We use the drug-related networks constructed by previous research,¹⁰ to obtain the drug features and predict the drug-disease associations. Specifically, we use the drug-drug associations network, drug-protein associations network, drug-side effect associations network, and six drug similarity networks obtained from different omics data to obtain drug features. The known drug-disease interactions are used for the final association prediction. The type of all drug similarity networks and the numbers of all drugs, proteins, side effects, diseases, and associations are listed in Table 2. Specific construction details can be found in the supplemental experimental procedures.

Table 2.

Materials of networks

Node types	Numbers	Edge types	Numbers/Types
Drugs	1,519	drug-drug	290,836
Proteins	1,025	drug-protein	6,744
Side effects	12,904	drug-side effect	382,041
Diseases	1,229	drug-disease	6,677
		drug-drug similarities	chemical similarities, therapeutic similarities, drugs' target sequence similarities, gene ontology (GO) biological process, GO cellular component, and GO molecular function

For the embedding features of disease obtained through text mining, we directly use the pre-trained parameters of the BioBERT model.²⁷ The text corpora used in the training process of the model includes: (1) English Wikipedia, (2) BooksCorpus, (3) PubMed Abstracts, and (4) PMC Full-text articles.

Methods

Obtain drug features based on a heterogeneous network

To better utilize nine multiple drug-related associations networks to capture the features information of the drug, we first obtain the positive pointwise mutual information (PPMI) matrix of the drugs in each association network. Then, we use the SNF to fuse these PPMI matrices obtained from multiple networks. Finally, we use SAE to obtain a high-quality representation of the drug features (Figure 1A).

We randomly sort the vertices in a given drug-related associations network. As to the ith vertex, assume that there is a transition matrix $T$ that obtains the transition probabilities between vertices. $p_r$ is denoted as a row of vectors, and the j-th entry represents the probability of reaching the jth vertex after transferring $r$ steps. The $p_0$ is the initial one-hot vector with the ith vertex value is 1, and all other values are 0. We can learn the probability of transitions between vertices iteratively.
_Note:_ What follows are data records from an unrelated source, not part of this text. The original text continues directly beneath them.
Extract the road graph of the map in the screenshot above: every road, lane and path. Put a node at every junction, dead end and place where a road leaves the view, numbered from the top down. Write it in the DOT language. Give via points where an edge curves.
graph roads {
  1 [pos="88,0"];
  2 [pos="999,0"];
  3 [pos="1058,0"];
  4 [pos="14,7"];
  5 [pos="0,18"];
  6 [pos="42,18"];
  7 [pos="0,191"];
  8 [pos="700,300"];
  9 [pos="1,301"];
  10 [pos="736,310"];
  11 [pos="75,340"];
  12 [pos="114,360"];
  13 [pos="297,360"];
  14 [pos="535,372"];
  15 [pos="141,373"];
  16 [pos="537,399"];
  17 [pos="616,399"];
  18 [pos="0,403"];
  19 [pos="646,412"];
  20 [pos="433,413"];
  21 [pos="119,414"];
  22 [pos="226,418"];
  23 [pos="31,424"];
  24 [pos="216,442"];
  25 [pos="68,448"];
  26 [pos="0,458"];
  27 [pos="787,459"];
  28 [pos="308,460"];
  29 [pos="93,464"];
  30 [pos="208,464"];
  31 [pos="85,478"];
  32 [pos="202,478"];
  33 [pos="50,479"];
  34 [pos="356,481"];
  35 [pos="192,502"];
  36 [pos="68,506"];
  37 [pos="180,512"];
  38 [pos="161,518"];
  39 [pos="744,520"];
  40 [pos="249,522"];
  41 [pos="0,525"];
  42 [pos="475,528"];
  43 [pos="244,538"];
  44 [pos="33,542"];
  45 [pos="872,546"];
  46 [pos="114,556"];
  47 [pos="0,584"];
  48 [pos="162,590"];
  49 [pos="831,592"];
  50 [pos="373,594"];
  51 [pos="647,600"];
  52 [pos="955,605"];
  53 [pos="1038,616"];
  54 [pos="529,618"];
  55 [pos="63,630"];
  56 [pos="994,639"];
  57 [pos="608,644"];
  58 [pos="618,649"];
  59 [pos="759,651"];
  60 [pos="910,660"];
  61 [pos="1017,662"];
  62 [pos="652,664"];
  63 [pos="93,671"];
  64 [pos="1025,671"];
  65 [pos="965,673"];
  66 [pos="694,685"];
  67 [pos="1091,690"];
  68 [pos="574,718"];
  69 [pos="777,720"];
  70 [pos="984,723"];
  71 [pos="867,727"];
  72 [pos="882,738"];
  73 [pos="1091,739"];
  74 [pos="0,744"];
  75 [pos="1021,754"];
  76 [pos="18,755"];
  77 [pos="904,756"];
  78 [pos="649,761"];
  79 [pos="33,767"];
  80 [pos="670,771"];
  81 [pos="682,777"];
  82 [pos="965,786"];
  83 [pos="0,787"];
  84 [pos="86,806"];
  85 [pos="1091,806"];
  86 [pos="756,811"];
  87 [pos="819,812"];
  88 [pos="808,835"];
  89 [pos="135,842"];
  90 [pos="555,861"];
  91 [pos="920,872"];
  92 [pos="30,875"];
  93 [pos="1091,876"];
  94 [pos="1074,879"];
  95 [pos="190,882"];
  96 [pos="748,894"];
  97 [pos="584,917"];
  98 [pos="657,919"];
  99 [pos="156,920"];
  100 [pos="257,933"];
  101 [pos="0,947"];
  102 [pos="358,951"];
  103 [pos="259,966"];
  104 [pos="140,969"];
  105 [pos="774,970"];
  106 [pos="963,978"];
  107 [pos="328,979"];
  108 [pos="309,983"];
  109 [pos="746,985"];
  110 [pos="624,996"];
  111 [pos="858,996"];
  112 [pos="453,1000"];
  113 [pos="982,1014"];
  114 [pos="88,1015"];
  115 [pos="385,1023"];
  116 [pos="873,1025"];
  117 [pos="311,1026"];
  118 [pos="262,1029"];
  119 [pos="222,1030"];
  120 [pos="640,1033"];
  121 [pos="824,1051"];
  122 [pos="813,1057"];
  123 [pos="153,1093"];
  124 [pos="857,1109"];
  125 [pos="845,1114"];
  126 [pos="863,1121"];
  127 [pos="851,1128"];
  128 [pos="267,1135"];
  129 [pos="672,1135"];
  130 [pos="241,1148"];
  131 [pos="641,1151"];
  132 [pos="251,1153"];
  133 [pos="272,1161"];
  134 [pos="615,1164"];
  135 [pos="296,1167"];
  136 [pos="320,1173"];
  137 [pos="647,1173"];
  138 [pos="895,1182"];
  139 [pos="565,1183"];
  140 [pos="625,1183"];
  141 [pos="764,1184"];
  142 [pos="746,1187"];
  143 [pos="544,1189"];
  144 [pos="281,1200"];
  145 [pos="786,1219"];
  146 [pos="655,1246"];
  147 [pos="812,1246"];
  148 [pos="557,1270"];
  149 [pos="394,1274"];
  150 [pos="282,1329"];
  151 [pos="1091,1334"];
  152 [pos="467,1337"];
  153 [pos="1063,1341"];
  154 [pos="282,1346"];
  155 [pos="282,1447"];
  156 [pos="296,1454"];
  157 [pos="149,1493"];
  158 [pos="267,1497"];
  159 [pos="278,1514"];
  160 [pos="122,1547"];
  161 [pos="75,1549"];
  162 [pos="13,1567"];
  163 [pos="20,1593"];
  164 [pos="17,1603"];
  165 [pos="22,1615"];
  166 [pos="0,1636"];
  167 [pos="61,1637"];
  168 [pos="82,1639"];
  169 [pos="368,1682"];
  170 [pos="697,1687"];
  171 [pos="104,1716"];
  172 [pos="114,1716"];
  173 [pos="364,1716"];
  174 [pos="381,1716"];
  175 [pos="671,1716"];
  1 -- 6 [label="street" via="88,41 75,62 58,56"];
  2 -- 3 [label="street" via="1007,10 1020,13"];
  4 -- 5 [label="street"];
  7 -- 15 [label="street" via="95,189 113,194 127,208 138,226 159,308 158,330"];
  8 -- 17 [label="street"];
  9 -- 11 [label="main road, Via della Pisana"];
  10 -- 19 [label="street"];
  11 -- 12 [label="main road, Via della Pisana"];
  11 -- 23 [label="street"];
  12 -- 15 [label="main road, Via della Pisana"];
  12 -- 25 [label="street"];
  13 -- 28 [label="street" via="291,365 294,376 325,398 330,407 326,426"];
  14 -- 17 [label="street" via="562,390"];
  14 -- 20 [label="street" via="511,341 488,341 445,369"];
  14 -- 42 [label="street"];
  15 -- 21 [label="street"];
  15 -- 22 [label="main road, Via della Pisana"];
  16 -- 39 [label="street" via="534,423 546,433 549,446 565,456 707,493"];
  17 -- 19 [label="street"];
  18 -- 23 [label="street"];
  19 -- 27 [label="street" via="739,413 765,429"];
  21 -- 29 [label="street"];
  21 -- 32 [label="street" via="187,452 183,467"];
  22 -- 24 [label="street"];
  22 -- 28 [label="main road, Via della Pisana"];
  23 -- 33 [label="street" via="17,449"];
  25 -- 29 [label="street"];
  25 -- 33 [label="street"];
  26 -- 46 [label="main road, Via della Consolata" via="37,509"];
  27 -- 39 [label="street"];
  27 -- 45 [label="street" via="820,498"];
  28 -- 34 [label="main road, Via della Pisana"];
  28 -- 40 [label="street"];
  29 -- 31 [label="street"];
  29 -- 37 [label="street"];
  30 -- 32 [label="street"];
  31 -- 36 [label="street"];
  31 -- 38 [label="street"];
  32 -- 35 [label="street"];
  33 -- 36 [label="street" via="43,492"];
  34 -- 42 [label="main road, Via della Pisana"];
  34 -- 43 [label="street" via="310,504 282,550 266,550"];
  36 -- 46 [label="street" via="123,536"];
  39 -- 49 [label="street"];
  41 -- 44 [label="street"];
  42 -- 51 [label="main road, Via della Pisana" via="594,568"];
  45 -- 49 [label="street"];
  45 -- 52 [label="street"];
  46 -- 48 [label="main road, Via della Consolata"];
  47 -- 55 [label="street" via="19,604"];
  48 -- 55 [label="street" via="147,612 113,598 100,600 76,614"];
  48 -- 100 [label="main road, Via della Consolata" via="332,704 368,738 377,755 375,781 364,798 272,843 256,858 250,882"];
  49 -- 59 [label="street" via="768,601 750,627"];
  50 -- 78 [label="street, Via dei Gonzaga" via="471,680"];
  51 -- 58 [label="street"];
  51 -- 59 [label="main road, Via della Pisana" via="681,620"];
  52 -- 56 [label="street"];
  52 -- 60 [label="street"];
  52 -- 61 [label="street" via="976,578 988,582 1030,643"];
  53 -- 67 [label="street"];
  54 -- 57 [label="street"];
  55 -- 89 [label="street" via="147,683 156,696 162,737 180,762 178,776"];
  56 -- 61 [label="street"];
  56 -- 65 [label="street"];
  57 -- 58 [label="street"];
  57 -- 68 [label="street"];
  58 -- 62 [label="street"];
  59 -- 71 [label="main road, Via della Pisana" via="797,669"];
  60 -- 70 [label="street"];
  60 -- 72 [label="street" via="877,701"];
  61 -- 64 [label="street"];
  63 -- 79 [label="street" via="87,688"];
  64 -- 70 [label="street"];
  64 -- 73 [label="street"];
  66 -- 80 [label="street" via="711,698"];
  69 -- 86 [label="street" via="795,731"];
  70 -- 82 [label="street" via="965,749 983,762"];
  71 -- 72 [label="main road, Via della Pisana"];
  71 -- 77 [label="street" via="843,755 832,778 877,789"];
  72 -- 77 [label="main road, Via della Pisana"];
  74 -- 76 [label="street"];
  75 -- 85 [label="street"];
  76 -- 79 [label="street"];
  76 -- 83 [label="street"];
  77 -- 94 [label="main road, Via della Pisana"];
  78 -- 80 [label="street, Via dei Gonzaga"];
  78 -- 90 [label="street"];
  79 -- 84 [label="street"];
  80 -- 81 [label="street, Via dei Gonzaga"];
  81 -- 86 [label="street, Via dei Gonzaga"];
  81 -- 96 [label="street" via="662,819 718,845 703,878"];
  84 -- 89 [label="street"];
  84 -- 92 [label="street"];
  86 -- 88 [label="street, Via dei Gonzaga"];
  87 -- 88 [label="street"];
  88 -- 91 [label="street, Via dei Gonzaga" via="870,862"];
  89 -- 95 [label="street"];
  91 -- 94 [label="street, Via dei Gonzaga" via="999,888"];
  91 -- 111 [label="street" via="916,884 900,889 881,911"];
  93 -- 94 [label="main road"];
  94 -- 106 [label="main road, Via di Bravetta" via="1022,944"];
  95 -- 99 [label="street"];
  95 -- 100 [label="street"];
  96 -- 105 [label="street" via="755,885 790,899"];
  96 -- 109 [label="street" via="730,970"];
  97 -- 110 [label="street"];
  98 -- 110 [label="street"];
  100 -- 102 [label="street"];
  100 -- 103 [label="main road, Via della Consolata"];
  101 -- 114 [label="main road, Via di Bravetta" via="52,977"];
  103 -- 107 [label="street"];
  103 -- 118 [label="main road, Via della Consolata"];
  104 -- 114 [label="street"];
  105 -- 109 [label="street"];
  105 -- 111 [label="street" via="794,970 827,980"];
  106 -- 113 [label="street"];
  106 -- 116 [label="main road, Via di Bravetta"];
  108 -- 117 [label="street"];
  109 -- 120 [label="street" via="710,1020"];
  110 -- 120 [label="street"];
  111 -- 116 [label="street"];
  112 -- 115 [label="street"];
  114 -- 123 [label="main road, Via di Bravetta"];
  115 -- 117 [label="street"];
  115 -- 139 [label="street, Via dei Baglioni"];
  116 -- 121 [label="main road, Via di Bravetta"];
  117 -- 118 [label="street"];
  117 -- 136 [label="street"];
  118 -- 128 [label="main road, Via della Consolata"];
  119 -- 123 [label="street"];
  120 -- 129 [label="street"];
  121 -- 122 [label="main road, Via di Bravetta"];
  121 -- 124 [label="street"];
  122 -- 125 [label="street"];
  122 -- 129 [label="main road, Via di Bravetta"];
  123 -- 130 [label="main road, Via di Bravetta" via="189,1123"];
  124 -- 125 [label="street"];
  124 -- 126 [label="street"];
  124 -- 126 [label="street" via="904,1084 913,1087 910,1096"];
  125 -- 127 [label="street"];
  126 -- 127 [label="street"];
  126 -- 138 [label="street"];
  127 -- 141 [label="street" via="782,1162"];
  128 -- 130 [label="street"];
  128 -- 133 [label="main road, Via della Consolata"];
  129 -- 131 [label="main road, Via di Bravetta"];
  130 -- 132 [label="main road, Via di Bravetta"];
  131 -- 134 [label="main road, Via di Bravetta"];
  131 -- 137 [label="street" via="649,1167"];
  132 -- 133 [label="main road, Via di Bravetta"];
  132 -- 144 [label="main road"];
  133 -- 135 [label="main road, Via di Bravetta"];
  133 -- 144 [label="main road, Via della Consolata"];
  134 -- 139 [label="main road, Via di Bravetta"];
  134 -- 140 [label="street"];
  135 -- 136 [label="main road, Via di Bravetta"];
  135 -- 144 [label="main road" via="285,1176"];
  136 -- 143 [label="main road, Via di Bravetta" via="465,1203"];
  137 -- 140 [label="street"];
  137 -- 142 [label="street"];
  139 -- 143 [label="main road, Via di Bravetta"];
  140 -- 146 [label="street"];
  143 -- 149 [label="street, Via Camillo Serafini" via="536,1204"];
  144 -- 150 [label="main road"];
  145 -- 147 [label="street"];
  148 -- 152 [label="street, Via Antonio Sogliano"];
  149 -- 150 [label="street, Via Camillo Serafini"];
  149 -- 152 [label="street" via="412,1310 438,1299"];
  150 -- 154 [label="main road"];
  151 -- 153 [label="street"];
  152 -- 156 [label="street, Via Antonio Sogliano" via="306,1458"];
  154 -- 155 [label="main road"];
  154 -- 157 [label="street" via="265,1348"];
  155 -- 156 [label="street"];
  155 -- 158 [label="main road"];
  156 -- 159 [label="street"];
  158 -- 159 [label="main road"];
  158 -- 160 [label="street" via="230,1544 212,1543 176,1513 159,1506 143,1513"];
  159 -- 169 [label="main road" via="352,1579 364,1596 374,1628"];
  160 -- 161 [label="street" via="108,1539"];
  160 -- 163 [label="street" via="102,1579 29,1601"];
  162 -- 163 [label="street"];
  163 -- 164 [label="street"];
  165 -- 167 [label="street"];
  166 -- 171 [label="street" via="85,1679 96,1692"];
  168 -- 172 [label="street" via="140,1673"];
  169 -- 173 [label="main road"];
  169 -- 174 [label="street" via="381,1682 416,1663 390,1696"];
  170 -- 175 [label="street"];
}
In each iteration process, the random surfing process will continue with probability of $\alpha$, and there is a $1-\alpha$ probability to return to the original vertex and restart this process. The recurrence relation could be described as follows:

$$p_r=\alpha p_{r-1}T+\left(1-\alpha \right)p_0.$$ (Equation 1)

By performing the above process on each node, a probabilistic co-occurrence (PCO) matrix can be obtained. After yielding the PCO matrix, we calculate a shifted PPMI matrix.⁵⁹ The PPMI matrix-specific calculation method is as follows:

$$PPMI=\text{max}(\log \frac{P\left(i,j\right)\times {\sum }_i^{N_d}{\sum }_j^{N_P}P\left(i,j\right)}{{\sum }_i^{N_d}P\left(i,j\right)\times {\sum }_j^{N_P}P\left(i,j\right)},0),$$ (Equation 2)

where $P$ represents the original PCO matrix, and $N_d$ and $N_P$ represent the serial numbers of rows and columns, respectively. The process occurs as a pre-processing and the random surfing-based representation is mitigating the sparsity of some individual network types.

For the PPMI matrix obtained by each network, a computational method is needed to better integrate these matrix data to establish a comprehensive view of a given drug. We denote the correlation score between drug $i$ and drug $j$ in the PPMI matrix as $M(i,j)$ and use the SNF²⁴ to obtain a comprehensive biological view of a given drug. For the fused matrix from multiple of matrices, a full and sparse kernel is defined on the vertex set V. The following formula is used to normalize the full kernel:

$$\begin{array}{l}F\left(\text{i},\text{j}\right)=\{\begin{array}{l}\frac{M\left(i,j\right)}{2{\sum }_{k\ne i}M\left(i,j\right)},j\ne i\hfill \\ \frac{1}{2},j=i\hfill \end{array}\hfill \end{array}.$$ (Equation 3)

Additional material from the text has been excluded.